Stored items
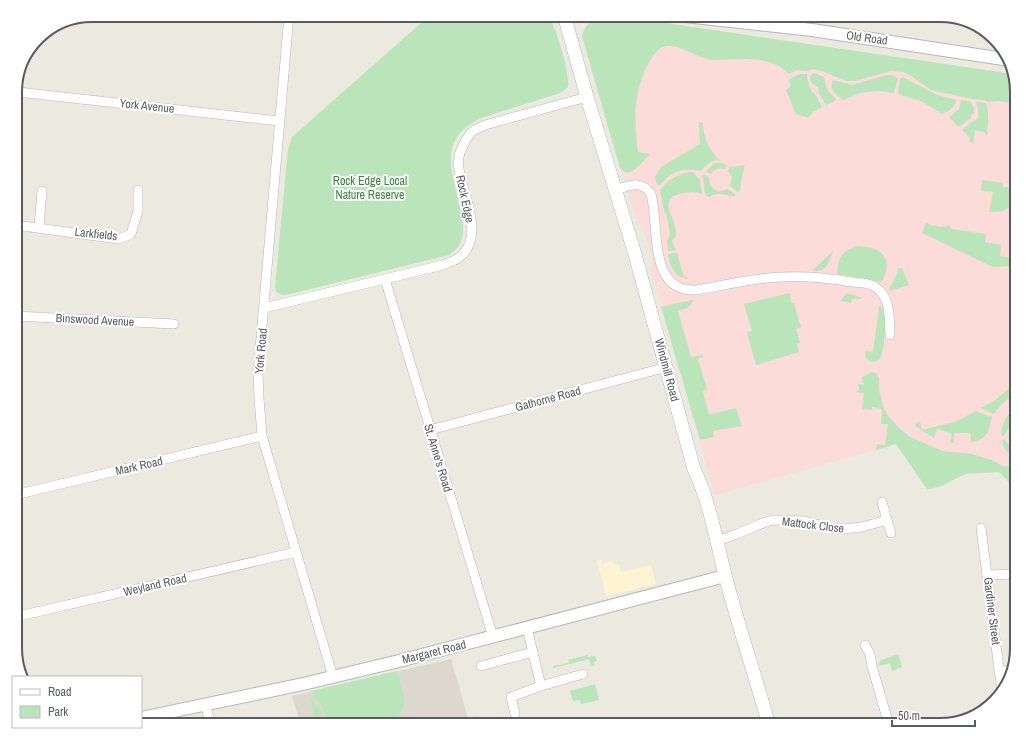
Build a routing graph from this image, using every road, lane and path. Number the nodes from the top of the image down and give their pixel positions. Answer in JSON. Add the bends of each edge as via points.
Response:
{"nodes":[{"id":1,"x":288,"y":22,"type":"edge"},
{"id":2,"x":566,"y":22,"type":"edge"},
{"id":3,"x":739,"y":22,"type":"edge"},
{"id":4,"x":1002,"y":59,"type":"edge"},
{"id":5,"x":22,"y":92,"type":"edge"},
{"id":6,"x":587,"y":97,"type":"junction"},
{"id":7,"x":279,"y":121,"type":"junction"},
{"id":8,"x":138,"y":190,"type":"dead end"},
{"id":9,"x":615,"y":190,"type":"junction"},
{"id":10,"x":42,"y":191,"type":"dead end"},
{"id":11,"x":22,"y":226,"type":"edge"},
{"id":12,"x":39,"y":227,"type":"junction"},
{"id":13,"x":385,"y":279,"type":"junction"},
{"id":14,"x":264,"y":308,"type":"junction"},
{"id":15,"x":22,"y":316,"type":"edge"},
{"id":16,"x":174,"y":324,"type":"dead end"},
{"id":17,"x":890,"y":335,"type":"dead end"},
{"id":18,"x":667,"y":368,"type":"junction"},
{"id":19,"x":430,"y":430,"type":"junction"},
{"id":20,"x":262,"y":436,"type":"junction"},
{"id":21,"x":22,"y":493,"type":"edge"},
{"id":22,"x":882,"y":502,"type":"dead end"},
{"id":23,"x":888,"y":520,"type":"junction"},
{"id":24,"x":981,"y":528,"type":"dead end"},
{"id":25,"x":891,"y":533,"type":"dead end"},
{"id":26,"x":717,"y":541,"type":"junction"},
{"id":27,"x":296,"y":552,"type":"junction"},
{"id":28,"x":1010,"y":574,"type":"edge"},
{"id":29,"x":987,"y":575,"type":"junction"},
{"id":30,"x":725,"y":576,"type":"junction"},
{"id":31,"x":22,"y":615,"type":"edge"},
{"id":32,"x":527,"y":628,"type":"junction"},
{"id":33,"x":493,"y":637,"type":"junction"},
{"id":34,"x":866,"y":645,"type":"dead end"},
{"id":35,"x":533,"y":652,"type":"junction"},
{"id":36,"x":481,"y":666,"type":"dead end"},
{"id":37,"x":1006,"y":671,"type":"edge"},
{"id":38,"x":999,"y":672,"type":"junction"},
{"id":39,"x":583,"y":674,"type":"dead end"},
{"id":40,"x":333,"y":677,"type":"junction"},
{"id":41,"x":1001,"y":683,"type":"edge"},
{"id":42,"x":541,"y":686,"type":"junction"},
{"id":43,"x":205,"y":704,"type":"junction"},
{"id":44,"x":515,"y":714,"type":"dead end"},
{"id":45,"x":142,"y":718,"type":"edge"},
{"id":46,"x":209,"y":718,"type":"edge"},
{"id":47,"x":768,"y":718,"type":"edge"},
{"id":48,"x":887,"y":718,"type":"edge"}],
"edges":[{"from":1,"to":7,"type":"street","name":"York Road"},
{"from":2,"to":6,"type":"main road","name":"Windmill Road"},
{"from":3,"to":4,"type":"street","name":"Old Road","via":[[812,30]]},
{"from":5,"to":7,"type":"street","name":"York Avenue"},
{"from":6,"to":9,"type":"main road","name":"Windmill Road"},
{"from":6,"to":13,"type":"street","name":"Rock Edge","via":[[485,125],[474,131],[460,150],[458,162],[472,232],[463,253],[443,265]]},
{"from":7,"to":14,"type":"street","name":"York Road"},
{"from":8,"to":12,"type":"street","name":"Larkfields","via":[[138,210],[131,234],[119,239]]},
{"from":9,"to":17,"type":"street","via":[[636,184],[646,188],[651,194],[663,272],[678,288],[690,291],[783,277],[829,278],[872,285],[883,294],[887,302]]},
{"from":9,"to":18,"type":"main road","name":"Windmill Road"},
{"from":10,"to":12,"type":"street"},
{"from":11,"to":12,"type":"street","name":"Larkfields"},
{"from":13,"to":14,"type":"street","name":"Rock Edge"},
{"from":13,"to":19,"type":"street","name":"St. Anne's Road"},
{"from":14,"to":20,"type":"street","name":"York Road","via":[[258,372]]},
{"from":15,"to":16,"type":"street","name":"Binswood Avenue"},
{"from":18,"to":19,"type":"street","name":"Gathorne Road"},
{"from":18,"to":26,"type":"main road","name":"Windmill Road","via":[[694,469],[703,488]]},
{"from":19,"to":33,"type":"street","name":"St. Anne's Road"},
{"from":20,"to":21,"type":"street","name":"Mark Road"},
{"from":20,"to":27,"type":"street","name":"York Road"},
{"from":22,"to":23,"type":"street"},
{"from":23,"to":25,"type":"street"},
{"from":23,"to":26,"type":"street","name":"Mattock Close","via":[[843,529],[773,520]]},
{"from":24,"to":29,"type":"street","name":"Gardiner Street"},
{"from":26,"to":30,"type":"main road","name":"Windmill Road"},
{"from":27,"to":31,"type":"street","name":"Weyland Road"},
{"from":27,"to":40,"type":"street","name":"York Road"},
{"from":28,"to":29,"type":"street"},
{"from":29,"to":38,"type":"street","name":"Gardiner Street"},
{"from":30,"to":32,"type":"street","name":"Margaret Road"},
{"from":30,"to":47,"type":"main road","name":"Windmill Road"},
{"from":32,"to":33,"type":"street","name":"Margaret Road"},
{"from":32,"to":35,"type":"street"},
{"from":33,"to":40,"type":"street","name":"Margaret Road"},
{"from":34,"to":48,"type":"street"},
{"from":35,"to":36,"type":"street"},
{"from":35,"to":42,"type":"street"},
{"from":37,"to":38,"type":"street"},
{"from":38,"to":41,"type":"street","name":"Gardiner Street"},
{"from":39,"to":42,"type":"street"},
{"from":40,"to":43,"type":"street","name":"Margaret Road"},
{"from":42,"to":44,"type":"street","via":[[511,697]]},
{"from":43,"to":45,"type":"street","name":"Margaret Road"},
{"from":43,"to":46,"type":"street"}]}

--

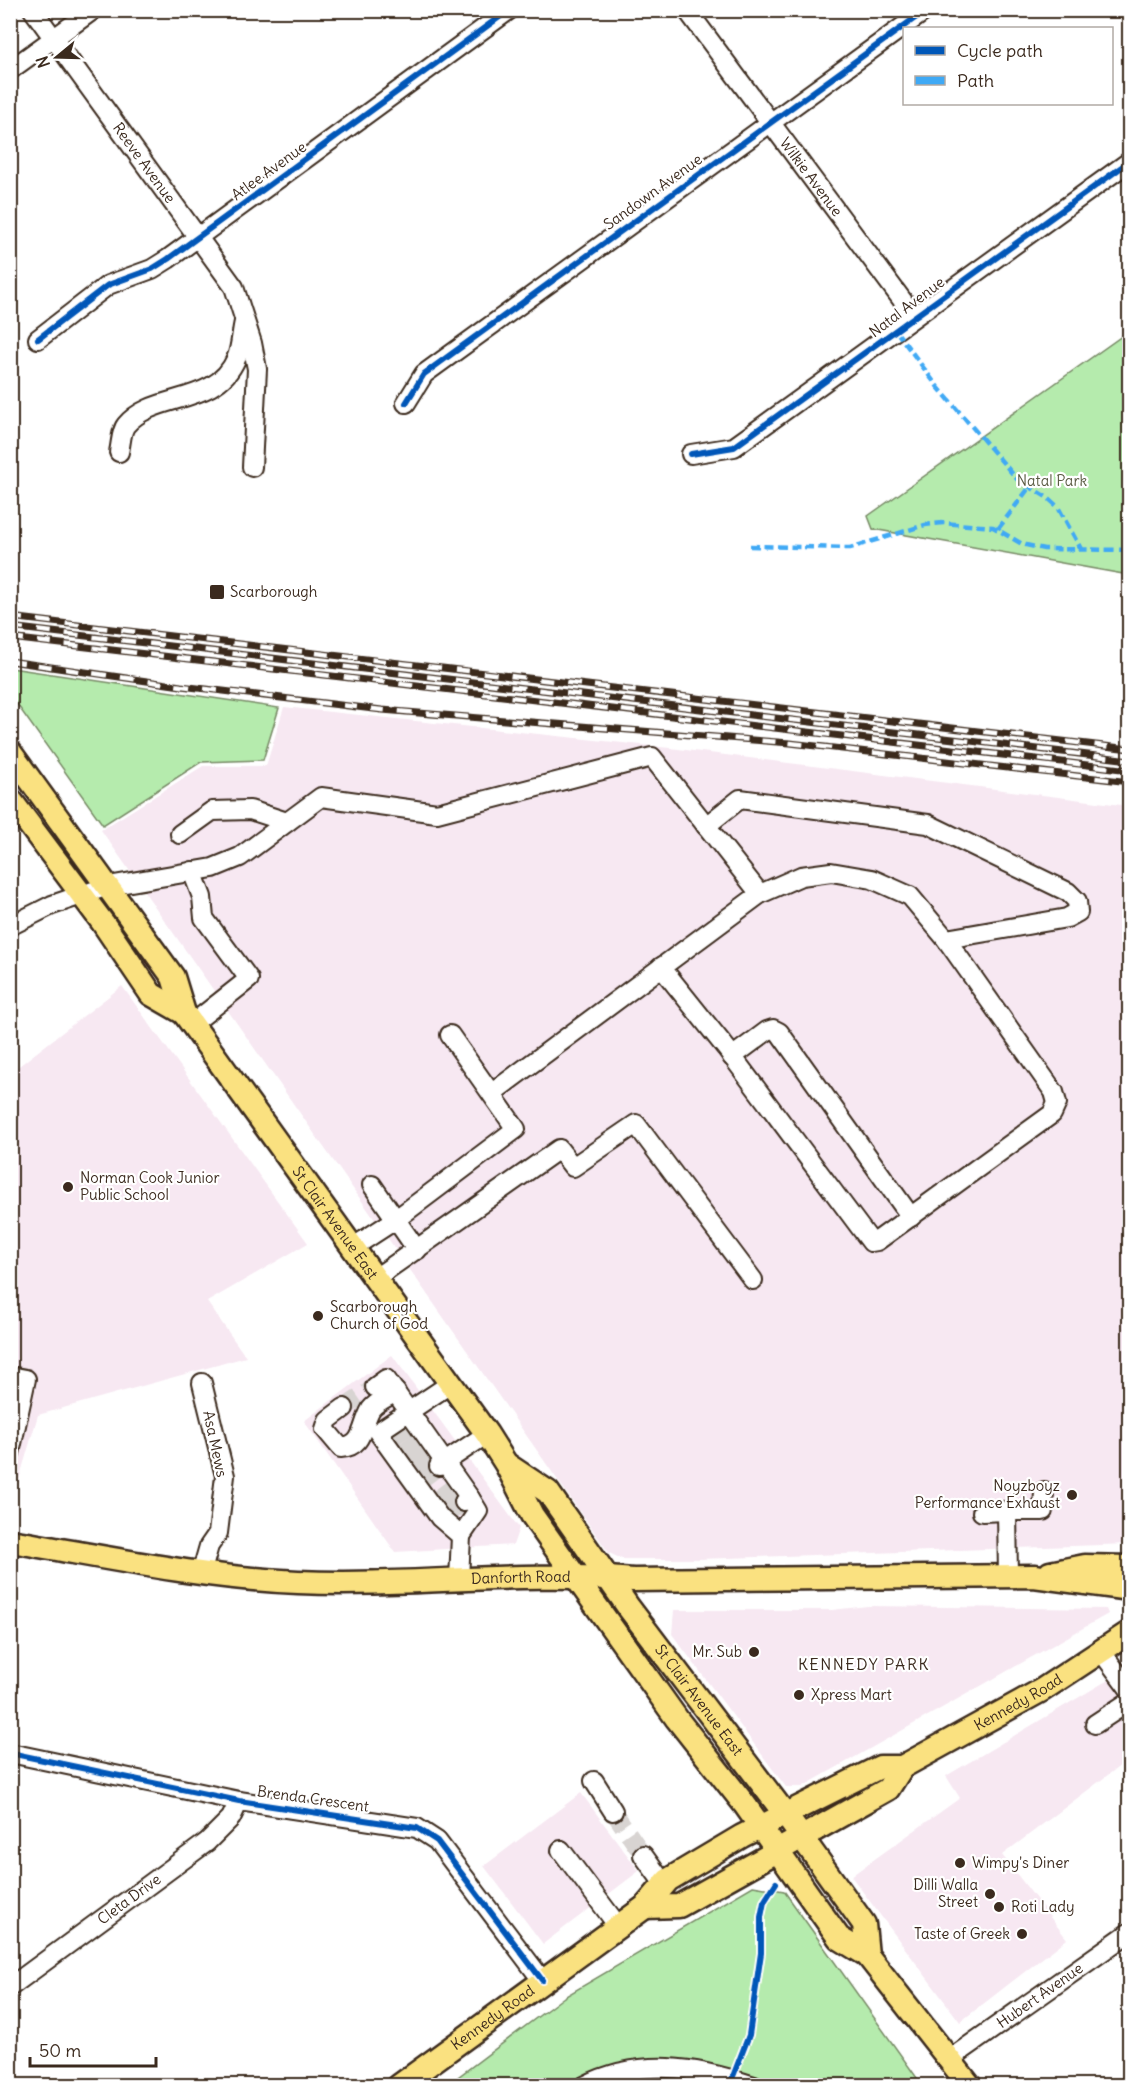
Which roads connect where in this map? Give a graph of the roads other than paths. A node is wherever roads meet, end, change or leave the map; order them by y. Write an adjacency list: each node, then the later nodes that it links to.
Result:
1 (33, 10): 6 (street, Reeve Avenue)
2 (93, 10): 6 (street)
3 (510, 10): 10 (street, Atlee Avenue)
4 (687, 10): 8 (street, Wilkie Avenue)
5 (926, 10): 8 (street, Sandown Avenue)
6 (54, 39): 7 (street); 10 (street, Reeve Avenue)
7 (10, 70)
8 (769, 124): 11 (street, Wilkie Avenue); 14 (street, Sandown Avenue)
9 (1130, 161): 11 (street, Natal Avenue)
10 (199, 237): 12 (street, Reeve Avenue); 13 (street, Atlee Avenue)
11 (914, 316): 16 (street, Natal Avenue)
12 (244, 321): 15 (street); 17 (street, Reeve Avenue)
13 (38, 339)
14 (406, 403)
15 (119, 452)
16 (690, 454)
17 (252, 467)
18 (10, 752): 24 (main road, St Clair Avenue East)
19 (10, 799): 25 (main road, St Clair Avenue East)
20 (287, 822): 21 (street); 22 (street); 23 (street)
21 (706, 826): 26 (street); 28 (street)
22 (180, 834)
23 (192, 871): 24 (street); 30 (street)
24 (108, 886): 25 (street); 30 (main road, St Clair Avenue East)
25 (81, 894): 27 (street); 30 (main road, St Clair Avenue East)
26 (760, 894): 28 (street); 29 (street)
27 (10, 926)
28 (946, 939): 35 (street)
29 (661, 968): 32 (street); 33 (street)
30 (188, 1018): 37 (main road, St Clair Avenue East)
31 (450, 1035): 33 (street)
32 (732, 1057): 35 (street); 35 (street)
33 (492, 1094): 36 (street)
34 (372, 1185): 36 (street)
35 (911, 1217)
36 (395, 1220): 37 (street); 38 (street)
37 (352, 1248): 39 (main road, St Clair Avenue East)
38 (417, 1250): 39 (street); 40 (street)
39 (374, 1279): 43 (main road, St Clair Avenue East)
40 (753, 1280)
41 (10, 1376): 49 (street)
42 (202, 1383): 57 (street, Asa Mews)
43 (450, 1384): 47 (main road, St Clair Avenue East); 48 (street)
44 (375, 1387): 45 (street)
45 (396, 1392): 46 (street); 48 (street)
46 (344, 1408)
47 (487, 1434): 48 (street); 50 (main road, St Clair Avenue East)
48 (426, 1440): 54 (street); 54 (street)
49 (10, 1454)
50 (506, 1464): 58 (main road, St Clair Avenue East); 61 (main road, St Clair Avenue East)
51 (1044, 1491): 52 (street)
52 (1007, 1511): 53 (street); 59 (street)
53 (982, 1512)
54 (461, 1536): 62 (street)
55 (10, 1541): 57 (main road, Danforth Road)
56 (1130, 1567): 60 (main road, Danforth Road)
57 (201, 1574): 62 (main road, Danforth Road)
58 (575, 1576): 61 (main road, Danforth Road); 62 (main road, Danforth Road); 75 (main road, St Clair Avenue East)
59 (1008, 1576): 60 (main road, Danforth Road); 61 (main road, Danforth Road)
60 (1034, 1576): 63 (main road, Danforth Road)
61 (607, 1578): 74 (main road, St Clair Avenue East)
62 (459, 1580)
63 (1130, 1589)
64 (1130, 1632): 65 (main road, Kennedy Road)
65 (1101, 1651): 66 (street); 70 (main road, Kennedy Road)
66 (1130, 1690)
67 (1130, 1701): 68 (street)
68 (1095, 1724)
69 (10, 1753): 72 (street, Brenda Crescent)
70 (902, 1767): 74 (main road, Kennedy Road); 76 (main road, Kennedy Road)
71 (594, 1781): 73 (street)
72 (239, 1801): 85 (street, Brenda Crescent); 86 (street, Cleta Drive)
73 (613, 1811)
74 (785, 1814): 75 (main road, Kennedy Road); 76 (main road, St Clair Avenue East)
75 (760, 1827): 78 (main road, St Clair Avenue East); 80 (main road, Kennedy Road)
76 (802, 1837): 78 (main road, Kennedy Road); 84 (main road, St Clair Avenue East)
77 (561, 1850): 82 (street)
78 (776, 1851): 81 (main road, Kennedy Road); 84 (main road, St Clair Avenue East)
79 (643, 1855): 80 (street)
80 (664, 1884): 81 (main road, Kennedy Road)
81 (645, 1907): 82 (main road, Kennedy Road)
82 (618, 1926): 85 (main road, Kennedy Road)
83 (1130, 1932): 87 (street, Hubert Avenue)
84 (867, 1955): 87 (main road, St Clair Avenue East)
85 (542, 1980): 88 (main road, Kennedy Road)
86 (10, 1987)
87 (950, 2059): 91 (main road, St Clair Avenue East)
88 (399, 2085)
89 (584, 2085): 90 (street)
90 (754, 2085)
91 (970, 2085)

== TASK GOAL ==
Show all lines above containing "Danforth".

== THE ANSWER ==
55 (10, 1541): 57 (main road, Danforth Road)
56 (1130, 1567): 60 (main road, Danforth Road)
57 (201, 1574): 62 (main road, Danforth Road)
58 (575, 1576): 61 (main road, Danforth Road); 62 (main road, Danforth Road); 75 (main road, St Clair Avenue East)
59 (1008, 1576): 60 (main road, Danforth Road); 61 (main road, Danforth Road)
60 (1034, 1576): 63 (main road, Danforth Road)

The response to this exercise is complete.